Exercise details: When you reach the entries, transcribe each one exactly.

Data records
####################

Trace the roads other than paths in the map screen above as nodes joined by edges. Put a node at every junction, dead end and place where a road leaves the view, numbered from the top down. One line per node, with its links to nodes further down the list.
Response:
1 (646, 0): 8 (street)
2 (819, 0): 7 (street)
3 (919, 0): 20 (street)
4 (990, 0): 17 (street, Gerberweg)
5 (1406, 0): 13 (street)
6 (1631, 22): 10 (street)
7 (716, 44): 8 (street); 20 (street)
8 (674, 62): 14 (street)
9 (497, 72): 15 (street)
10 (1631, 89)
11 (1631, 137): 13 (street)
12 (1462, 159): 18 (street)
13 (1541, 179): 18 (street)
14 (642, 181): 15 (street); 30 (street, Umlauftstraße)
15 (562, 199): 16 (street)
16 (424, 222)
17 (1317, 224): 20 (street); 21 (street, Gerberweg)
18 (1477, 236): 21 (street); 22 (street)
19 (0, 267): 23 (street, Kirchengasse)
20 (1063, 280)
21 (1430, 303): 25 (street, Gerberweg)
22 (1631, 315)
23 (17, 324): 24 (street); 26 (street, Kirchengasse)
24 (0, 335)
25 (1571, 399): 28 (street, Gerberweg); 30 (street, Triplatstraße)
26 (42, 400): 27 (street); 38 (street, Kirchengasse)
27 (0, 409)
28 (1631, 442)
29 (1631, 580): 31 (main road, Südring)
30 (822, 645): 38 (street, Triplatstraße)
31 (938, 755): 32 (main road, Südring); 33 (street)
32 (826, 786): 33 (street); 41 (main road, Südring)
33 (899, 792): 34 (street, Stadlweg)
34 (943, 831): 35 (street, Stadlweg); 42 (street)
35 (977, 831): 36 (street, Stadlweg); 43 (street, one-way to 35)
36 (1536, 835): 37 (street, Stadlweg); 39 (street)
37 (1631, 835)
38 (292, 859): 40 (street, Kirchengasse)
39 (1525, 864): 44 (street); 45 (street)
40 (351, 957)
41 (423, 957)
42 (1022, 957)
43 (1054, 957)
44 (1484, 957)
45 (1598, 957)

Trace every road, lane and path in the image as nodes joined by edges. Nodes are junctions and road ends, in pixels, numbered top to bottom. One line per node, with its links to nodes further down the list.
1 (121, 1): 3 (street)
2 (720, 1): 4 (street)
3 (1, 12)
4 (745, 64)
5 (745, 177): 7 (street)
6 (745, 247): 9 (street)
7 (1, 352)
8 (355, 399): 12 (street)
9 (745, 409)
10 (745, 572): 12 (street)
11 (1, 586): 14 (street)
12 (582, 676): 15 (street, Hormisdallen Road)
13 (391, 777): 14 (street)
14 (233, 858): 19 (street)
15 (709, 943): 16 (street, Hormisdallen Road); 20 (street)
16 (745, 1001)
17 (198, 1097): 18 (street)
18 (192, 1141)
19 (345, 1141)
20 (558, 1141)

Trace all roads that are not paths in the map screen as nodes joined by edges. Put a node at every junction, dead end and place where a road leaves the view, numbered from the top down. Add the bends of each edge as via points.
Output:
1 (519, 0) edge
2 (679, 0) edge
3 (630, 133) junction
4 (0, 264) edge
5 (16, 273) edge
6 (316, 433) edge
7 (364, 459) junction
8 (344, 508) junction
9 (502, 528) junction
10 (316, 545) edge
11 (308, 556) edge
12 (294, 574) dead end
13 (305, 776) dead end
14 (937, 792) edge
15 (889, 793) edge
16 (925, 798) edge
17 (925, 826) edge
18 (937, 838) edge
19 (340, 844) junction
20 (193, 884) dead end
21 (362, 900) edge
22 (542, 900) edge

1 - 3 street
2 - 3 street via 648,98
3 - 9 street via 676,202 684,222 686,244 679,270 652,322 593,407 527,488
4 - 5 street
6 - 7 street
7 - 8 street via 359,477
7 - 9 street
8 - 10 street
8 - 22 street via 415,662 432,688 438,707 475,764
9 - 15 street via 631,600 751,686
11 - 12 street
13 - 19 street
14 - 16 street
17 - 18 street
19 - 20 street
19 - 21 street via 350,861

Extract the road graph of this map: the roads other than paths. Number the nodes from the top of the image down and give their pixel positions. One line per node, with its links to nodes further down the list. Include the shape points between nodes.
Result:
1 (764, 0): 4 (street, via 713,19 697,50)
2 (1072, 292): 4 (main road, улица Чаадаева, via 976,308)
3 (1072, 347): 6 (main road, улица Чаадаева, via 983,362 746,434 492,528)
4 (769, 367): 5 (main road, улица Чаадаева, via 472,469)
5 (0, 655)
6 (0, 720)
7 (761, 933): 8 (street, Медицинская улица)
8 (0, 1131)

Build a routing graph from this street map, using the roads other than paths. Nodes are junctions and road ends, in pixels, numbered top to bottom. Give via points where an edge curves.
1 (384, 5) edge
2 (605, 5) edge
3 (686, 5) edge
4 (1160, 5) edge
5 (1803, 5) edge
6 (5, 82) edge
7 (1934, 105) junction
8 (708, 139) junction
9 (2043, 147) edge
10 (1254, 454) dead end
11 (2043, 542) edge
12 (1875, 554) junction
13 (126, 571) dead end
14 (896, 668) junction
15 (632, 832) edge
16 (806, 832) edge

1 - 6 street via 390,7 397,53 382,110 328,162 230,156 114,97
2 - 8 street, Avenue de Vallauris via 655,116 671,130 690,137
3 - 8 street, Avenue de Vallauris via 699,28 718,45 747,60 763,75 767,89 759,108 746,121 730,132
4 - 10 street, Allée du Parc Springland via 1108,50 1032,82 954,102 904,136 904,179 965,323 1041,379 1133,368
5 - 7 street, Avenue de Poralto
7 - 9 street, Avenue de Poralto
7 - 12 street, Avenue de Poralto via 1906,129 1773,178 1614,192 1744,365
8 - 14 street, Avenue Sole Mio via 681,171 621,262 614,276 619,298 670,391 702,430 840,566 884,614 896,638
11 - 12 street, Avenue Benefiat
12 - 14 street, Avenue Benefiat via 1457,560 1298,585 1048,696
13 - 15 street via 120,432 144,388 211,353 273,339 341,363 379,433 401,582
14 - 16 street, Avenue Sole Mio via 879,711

####################

Expected answer:
Trace the roads other than paths in the map screen above as nodes joined by edges. Put a node at every junction, dead end and place where a road leaves the view, numbered from the top down. One line per node, with its links to nodes further down the list.
Response:
1 (646, 0): 8 (street)
2 (819, 0): 7 (street)
3 (919, 0): 20 (street)
4 (990, 0): 17 (street, Gerberweg)
5 (1406, 0): 13 (street)
6 (1631, 22): 10 (street)
7 (716, 44): 8 (street); 20 (street)
8 (674, 62): 14 (street)
9 (497, 72): 15 (street)
10 (1631, 89)
11 (1631, 137): 13 (street)
12 (1462, 159): 18 (street)
13 (1541, 179): 18 (street)
14 (642, 181): 15 (street); 30 (street, Umlauftstraße)
15 (562, 199): 16 (street)
16 (424, 222)
17 (1317, 224): 20 (street); 21 (street, Gerberweg)
18 (1477, 236): 21 (street); 22 (street)
19 (0, 267): 23 (street, Kirchengasse)
20 (1063, 280)
21 (1430, 303): 25 (street, Gerberweg)
22 (1631, 315)
23 (17, 324): 24 (street); 26 (street, Kirchengasse)
24 (0, 335)
25 (1571, 399): 28 (street, Gerberweg); 30 (street, Triplatstraße)
26 (42, 400): 27 (street); 38 (street, Kirchengasse)
27 (0, 409)
28 (1631, 442)
29 (1631, 580): 31 (main road, Südring)
30 (822, 645): 38 (street, Triplatstraße)
31 (938, 755): 32 (main road, Südring); 33 (street)
32 (826, 786): 33 (street); 41 (main road, Südring)
33 (899, 792): 34 (street, Stadlweg)
34 (943, 831): 35 (street, Stadlweg); 42 (street)
35 (977, 831): 36 (street, Stadlweg); 43 (street, one-way to 35)
36 (1536, 835): 37 (street, Stadlweg); 39 (street)
37 (1631, 835)
38 (292, 859): 40 (street, Kirchengasse)
39 (1525, 864): 44 (street); 45 (street)
40 (351, 957)
41 (423, 957)
42 (1022, 957)
43 (1054, 957)
44 (1484, 957)
45 (1598, 957)

Trace every road, lane and path in the image as nodes joined by edges. Nodes are junctions and road ends, in pixels, numbered top to bottom. One line per node, with its links to nodes further down the list.
1 (121, 1): 3 (street)
2 (720, 1): 4 (street)
3 (1, 12)
4 (745, 64)
5 (745, 177): 7 (street)
6 (745, 247): 9 (street)
7 (1, 352)
8 (355, 399): 12 (street)
9 (745, 409)
10 (745, 572): 12 (street)
11 (1, 586): 14 (street)
12 (582, 676): 15 (street, Hormisdallen Road)
13 (391, 777): 14 (street)
14 (233, 858): 19 (street)
15 (709, 943): 16 (street, Hormisdallen Road); 20 (street)
16 (745, 1001)
17 (198, 1097): 18 (street)
18 (192, 1141)
19 (345, 1141)
20 (558, 1141)

Trace all roads that are not paths in the map screen as nodes joined by edges. Put a node at every junction, dead end and place where a road leaves the view, numbered from the top down. Add the bends of each edge as via points.
Output:
1 (519, 0) edge
2 (679, 0) edge
3 (630, 133) junction
4 (0, 264) edge
5 (16, 273) edge
6 (316, 433) edge
7 (364, 459) junction
8 (344, 508) junction
9 (502, 528) junction
10 (316, 545) edge
11 (308, 556) edge
12 (294, 574) dead end
13 (305, 776) dead end
14 (937, 792) edge
15 (889, 793) edge
16 (925, 798) edge
17 (925, 826) edge
18 (937, 838) edge
19 (340, 844) junction
20 (193, 884) dead end
21 (362, 900) edge
22 (542, 900) edge

1 - 3 street
2 - 3 street via 648,98
3 - 9 street via 676,202 684,222 686,244 679,270 652,322 593,407 527,488
4 - 5 street
6 - 7 street
7 - 8 street via 359,477
7 - 9 street
8 - 10 street
8 - 22 street via 415,662 432,688 438,707 475,764
9 - 15 street via 631,600 751,686
11 - 12 street
13 - 19 street
14 - 16 street
17 - 18 street
19 - 20 street
19 - 21 street via 350,861

Extract the road graph of this map: the roads other than paths. Number the nodes from the top of the image down and give their pixel positions. One line per node, with its links to nodes further down the list. Include the shape points between nodes.
Result:
1 (764, 0): 4 (street, via 713,19 697,50)
2 (1072, 292): 4 (main road, улица Чаадаева, via 976,308)
3 (1072, 347): 6 (main road, улица Чаадаева, via 983,362 746,434 492,528)
4 (769, 367): 5 (main road, улица Чаадаева, via 472,469)
5 (0, 655)
6 (0, 720)
7 (761, 933): 8 (street, Медицинская улица)
8 (0, 1131)

Build a routing graph from this street map, using the roads other than paths. Nodes are junctions and road ends, in pixels, numbered top to bottom. Give via points where an edge curves.
1 (384, 5) edge
2 (605, 5) edge
3 (686, 5) edge
4 (1160, 5) edge
5 (1803, 5) edge
6 (5, 82) edge
7 (1934, 105) junction
8 (708, 139) junction
9 (2043, 147) edge
10 (1254, 454) dead end
11 (2043, 542) edge
12 (1875, 554) junction
13 (126, 571) dead end
14 (896, 668) junction
15 (632, 832) edge
16 (806, 832) edge

1 - 6 street via 390,7 397,53 382,110 328,162 230,156 114,97
2 - 8 street, Avenue de Vallauris via 655,116 671,130 690,137
3 - 8 street, Avenue de Vallauris via 699,28 718,45 747,60 763,75 767,89 759,108 746,121 730,132
4 - 10 street, Allée du Parc Springland via 1108,50 1032,82 954,102 904,136 904,179 965,323 1041,379 1133,368
5 - 7 street, Avenue de Poralto
7 - 9 street, Avenue de Poralto
7 - 12 street, Avenue de Poralto via 1906,129 1773,178 1614,192 1744,365
8 - 14 street, Avenue Sole Mio via 681,171 621,262 614,276 619,298 670,391 702,430 840,566 884,614 896,638
11 - 12 street, Avenue Benefiat
12 - 14 street, Avenue Benefiat via 1457,560 1298,585 1048,696
13 - 15 street via 120,432 144,388 211,353 273,339 341,363 379,433 401,582
14 - 16 street, Avenue Sole Mio via 879,711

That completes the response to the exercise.